With these, you should be able to write a node that does this:

  • Keeps an image_geometry::PinholeCameraModel, and listens to the camera_info topic to update it.
  • Uses image_transport::Subscribers to listen to both the color and the aligned depth image from your camera and keeps the most current one.
  • Listens to your yolov5 output. For every bounding box, you can sample some pixels inside it and read their depth from the aligned depth image, use these to get some sort of "object depth" and then use the camera model to get the object position. In an easy case, you might just sample some points around the center of the bounding box, use the mean of their depth values (filtering out 0s) as depth and multiply the projected ray from your camera model by this to get the 3d vector from your camera to the object.
  • Does some fancy visualization, e.g. in your video you can see some custom visual markers to show the object estimation (the yellow cube). I usually recommend using rviz_visual_tools for these simple tasks.

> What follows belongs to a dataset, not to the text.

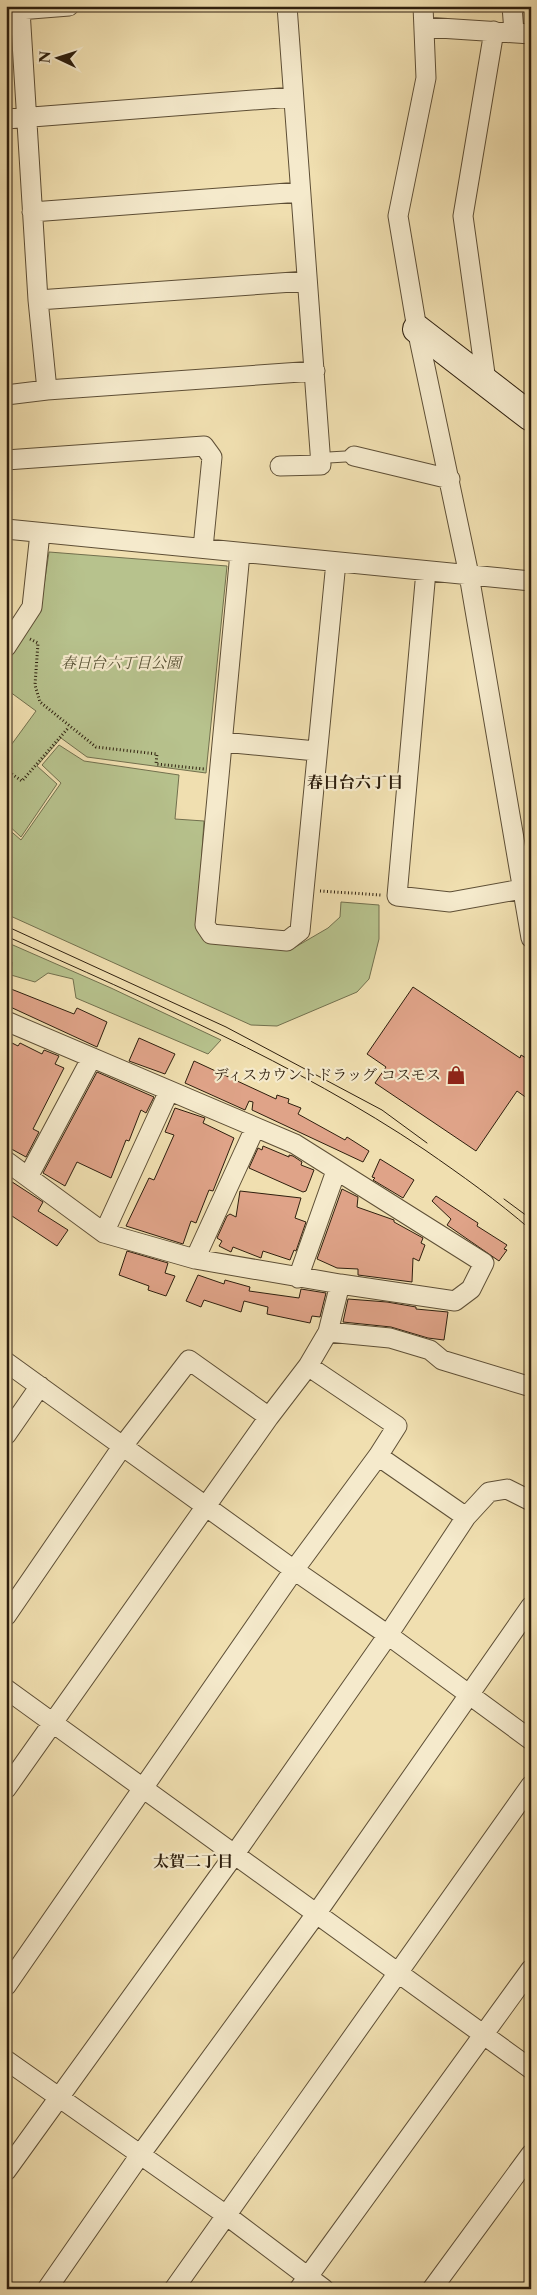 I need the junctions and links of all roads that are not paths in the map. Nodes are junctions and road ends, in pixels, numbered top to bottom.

I hope this gives an overview over the basic steps required. You might need some simple things like filtering to keep your estimate from jumping around too much (had that happen with realsense depth images before), but this should be apparent once you see your first estimates. If you want to actually move your robot to the detected position you might also need to use TF2 to get your estimate into a suitable base frame.

If i missed some points from your question or if you have remaining questions, feel free to ask.